I don't read much, but I want to start. Are modern western fantasy/sci-fi novels just as bad as modern western fantasy/sci-fi videogames and films? Or has literature managed to keep itself isolated from all the cultural corruption?
>>23820732Look at the state of modern publishing and you'll realize that things have gotten so much worse than you can even imagine.
>>23820732a simple solution to your entirely self-imposed problem: don't read anything modern. start with the Greeks
>>23821033I had planned to start from the Iliad and the Odyssey (and possibly the Aeneid), then move on to reading Socrates, Plato and Aristotle. Does it sound decent enough?
Anyone who uses the word "western" in a derogatory sense is invariably a weeb, and probably a tranny.
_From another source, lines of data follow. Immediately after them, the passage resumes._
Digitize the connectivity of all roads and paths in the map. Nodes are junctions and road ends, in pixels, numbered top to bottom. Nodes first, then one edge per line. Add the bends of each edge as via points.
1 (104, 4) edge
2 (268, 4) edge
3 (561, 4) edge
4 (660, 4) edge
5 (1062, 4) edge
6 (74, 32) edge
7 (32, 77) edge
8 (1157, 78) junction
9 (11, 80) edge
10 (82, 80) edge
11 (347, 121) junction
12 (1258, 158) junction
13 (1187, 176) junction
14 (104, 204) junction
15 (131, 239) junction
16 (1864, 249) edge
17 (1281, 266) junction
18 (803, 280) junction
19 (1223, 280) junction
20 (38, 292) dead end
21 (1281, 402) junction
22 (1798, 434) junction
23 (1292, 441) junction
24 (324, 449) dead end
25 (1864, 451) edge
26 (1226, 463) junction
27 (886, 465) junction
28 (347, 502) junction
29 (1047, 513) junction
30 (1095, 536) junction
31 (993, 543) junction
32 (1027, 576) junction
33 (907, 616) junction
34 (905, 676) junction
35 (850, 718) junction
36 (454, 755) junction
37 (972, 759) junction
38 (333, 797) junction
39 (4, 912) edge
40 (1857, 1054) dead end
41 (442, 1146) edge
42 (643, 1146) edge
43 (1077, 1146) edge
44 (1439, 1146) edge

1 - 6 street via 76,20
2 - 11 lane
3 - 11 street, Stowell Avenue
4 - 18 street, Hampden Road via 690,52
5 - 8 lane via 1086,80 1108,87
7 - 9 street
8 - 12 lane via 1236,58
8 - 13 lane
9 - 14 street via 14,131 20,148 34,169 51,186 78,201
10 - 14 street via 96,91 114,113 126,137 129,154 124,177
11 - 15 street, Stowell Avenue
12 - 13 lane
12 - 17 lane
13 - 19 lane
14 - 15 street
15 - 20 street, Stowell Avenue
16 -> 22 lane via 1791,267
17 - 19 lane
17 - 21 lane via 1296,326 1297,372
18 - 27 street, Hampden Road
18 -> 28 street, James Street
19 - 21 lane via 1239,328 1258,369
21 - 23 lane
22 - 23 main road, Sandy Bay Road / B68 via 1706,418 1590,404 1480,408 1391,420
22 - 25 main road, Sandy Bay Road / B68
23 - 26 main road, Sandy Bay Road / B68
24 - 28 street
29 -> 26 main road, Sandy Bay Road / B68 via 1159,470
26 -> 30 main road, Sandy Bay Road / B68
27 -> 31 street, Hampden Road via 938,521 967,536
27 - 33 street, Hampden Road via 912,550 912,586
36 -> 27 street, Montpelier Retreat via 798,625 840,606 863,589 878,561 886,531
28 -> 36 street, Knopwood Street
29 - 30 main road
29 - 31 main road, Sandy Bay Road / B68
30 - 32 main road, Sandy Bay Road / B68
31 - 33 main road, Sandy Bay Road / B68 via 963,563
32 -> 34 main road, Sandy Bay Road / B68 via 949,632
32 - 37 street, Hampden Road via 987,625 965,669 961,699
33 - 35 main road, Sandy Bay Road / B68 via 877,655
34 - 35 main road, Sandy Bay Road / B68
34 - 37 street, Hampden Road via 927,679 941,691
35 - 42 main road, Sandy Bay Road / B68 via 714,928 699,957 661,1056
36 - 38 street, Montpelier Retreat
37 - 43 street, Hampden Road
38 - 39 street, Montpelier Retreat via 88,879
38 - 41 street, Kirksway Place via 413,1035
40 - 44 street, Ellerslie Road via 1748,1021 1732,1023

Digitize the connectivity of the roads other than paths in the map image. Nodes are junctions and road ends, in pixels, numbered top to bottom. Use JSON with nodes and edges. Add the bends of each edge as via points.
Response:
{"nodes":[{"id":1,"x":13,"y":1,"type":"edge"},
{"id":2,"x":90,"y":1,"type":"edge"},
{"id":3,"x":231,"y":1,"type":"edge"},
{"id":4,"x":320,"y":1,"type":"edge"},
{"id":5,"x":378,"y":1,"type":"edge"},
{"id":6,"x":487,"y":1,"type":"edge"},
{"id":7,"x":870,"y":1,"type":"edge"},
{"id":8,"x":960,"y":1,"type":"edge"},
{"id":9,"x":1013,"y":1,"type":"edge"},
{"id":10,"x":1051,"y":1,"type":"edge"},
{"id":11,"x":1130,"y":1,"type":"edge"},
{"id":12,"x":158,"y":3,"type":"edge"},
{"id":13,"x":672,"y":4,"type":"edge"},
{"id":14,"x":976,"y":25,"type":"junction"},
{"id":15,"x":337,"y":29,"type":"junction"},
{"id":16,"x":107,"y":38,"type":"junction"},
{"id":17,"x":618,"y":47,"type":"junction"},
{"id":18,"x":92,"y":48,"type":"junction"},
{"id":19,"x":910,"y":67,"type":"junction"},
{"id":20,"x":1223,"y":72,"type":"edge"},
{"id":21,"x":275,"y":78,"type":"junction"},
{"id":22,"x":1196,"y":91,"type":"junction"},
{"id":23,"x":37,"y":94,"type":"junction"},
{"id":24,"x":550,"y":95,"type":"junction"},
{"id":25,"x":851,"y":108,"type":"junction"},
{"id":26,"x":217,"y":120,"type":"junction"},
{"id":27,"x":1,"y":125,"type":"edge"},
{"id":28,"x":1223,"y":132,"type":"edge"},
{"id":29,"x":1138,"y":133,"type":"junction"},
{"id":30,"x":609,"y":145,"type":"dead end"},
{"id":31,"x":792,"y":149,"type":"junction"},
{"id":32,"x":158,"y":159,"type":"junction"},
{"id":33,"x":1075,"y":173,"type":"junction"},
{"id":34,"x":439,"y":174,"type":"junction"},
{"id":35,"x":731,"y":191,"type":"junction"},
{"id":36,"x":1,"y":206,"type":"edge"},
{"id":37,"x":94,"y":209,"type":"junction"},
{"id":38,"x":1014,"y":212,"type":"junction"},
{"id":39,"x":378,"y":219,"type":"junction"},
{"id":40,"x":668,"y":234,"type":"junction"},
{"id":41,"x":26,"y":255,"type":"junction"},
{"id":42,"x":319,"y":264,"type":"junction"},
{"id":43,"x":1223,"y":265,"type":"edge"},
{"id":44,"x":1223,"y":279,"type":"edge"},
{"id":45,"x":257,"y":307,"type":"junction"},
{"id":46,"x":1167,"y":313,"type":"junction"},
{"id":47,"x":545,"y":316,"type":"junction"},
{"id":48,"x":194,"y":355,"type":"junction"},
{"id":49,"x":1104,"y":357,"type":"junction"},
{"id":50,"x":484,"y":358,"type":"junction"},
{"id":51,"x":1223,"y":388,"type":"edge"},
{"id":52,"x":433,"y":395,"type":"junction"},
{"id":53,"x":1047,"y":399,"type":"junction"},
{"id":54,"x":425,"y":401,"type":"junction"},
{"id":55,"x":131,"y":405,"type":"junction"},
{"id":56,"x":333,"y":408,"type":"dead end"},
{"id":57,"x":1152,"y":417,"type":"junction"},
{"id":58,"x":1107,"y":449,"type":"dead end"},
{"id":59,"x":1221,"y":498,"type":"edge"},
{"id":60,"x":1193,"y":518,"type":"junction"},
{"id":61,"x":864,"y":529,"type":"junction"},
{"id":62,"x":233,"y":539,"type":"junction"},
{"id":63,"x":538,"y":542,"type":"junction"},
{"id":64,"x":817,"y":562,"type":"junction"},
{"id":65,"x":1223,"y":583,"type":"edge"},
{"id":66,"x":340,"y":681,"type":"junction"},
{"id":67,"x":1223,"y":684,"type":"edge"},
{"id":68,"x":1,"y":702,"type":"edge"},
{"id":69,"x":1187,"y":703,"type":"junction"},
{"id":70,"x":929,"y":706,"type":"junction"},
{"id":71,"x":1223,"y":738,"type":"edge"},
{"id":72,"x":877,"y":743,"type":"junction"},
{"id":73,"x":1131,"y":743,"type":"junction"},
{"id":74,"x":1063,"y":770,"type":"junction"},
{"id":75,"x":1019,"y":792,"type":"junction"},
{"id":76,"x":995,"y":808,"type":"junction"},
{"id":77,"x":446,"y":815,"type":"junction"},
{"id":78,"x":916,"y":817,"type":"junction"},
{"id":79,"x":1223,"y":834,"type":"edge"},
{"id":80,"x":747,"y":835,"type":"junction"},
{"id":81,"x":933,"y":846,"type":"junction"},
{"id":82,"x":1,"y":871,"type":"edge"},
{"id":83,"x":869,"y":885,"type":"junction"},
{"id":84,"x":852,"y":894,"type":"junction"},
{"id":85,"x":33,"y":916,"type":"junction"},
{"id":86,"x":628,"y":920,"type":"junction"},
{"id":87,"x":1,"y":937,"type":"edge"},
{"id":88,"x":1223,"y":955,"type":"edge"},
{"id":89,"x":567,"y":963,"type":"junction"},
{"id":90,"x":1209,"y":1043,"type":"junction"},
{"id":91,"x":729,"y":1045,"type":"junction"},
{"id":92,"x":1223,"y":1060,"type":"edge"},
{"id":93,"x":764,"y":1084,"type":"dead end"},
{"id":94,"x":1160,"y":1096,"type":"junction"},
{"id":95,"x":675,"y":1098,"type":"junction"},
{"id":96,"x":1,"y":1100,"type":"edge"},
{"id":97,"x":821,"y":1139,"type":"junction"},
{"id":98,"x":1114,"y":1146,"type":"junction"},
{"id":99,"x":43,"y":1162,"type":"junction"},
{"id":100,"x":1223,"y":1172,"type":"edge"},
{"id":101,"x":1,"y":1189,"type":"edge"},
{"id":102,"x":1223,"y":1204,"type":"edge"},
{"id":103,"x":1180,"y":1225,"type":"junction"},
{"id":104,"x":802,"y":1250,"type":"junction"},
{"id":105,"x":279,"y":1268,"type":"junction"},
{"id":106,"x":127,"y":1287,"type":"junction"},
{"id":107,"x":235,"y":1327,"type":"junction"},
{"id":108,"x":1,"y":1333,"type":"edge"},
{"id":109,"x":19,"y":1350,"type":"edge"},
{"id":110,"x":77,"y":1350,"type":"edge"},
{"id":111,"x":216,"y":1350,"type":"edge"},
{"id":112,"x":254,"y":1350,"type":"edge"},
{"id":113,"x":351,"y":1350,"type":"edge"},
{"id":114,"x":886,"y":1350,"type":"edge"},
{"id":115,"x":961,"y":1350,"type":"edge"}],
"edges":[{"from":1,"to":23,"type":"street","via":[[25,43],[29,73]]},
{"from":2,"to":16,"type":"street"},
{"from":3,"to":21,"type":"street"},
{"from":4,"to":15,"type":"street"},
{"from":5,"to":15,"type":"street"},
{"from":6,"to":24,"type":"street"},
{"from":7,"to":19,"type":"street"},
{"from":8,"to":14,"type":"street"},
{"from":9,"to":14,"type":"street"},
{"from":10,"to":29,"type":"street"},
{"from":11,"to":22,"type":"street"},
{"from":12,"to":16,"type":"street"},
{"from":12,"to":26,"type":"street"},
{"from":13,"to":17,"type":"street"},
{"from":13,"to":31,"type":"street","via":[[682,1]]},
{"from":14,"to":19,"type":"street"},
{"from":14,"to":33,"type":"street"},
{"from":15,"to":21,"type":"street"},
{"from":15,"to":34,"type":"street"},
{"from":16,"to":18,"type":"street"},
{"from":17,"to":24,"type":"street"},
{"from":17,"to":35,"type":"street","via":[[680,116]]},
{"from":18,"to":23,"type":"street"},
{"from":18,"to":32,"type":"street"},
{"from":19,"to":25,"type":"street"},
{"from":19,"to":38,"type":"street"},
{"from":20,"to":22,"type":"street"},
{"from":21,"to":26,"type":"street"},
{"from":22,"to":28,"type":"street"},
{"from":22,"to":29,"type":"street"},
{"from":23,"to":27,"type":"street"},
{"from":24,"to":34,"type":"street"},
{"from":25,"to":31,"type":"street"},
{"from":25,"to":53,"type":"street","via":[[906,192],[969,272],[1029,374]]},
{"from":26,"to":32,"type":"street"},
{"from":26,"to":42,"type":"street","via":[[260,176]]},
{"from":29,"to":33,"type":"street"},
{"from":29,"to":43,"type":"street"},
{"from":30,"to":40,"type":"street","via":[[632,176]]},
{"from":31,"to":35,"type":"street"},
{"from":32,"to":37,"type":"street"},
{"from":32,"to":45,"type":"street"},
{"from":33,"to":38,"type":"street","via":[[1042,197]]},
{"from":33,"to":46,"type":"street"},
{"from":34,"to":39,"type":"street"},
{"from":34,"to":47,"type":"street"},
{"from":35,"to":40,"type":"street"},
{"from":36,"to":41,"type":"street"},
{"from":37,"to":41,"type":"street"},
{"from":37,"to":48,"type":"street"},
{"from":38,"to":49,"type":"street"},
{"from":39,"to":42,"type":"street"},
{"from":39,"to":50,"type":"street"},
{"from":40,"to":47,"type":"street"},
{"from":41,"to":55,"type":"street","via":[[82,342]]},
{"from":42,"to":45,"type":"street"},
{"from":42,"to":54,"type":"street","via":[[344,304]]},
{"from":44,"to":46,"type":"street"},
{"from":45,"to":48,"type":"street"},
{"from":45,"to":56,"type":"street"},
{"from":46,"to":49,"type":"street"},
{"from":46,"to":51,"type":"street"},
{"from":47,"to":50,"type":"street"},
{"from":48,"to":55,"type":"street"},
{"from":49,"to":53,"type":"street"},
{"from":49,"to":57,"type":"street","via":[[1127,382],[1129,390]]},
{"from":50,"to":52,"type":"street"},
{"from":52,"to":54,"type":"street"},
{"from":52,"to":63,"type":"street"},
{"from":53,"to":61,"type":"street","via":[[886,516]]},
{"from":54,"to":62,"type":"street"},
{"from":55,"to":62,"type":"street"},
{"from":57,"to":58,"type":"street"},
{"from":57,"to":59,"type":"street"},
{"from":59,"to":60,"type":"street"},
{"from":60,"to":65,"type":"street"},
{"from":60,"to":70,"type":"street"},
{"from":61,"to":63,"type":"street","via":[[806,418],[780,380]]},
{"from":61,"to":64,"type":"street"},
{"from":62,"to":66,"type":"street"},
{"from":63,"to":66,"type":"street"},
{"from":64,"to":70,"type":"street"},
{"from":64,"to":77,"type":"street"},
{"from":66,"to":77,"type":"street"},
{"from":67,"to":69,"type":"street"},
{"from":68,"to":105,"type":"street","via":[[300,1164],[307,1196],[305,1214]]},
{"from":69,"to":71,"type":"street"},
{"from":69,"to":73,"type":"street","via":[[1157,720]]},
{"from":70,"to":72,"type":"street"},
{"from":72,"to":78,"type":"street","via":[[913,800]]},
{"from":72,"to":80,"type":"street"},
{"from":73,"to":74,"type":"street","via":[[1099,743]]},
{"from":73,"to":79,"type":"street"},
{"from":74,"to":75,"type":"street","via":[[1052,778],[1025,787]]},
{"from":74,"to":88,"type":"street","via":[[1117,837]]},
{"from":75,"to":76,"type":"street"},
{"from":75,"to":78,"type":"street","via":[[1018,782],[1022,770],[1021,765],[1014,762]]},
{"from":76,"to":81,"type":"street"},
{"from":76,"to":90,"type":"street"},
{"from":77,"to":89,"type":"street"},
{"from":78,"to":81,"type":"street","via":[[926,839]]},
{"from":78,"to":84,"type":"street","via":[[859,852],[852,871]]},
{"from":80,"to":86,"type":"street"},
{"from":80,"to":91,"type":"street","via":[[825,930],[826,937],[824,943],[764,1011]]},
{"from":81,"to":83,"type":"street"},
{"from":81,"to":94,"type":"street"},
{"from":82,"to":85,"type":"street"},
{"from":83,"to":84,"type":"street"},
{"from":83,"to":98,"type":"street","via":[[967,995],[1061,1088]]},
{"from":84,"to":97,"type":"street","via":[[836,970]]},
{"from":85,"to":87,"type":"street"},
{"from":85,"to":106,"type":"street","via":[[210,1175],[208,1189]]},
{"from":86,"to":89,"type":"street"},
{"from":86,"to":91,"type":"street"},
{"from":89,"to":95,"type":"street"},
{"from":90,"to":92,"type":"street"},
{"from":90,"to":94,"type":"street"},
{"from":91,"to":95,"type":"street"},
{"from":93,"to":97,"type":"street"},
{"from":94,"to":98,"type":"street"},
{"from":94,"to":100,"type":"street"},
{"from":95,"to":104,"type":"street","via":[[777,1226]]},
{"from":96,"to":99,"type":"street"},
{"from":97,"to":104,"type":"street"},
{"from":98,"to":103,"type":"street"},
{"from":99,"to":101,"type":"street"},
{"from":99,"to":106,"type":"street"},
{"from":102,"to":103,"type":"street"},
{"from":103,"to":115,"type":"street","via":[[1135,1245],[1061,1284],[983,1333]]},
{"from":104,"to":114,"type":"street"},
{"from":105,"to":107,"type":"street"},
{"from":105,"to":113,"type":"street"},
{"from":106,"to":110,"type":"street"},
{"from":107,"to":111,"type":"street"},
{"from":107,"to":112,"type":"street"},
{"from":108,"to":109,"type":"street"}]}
>>23821051Socrates didn't write any books. Read this, or at least the first one of each pair:>Iliad (translations: Fagles, Lattimore, Fitzgerald)>Odyssey (translations: Fagles, Lattimore, Fitzgerald)>Histories by Herodotus (editions: Oxford, Penguin, Landmark)>History of the Peloponnesian War by Thucydides (editions: Oxford, Penguin, Landmark)>The Last Days of Socrates/The Trial and Death of Socrates by Plato (editions: Hackett or Penguin)>The Republic by Plato (translations: Bloom, Reeve)None of these are overwhelming to a novice reader and all of them will contribute immensely to your base as these works are constantly referred to by later authors and artists even to this day.
>>23821096Thanks, and yeah I should have said "Socrates by Plato".Any advice for Aristotle too? He's the one I'm most interested in.
>>23821110Aristotle is much more difficult to read than any of them. The traditional starting point is the Organon (6 works about logic) but you will probably just get filtered. The easiest starting points are Nicomachean Ethics and Politics, but read Plato first regardless and see where you stand afterwards.
>>23821137Alright I'll leave him for last, thanks again.
>I don't read much but I want to start, I like fantasy/sci-fi.>Alright, start with Histories by Herodotus, then follow it up with Histories of the Peloponnesian War by Thucydides and the Last Days of Socrates and the Republic by Plato. Never change /lit/.
>>23820732Why is your brain so rotted that you “want” to read books yet have already decided in your heart that individual authors writing stories are as as le woke and pozzed as major corporations?There is an infinite number of books to choose from, whether it be books about cyborg trannies to hard science fiction to speculative evolution to GRRM style action sci-if romps.You aren’t looking for recommendations, you probably have lost the ability to sit down and read anything longer than a 4chan post.You are in a cycle where you only interact with products you hate and then get smug when they don’t succeed. Read the Expanse for science fiction action, read Red Mars for hard science fiction, read Hyperion for an all around good mix, read Asimov for theory. Better yet just kill yourself because you and I both know you cannot pick a book up and finish it.
>>23821158Victorian schoolboys used to start there and they didn't even read them in translation. No one is too stupid to start with the Greeks unless they are too stupid to read altogether.
>>23821167Sure but the greeks and romans also wrote a lot stories that are actually entertaining and fun to read that aren't a chore for someone who is just getting into reading. Like Metamorphosis, the Argonautica, the Homeric Hymns, Appolodorus' library of greek mythology etc. Why start them out on the most dry material possible for recreational reading?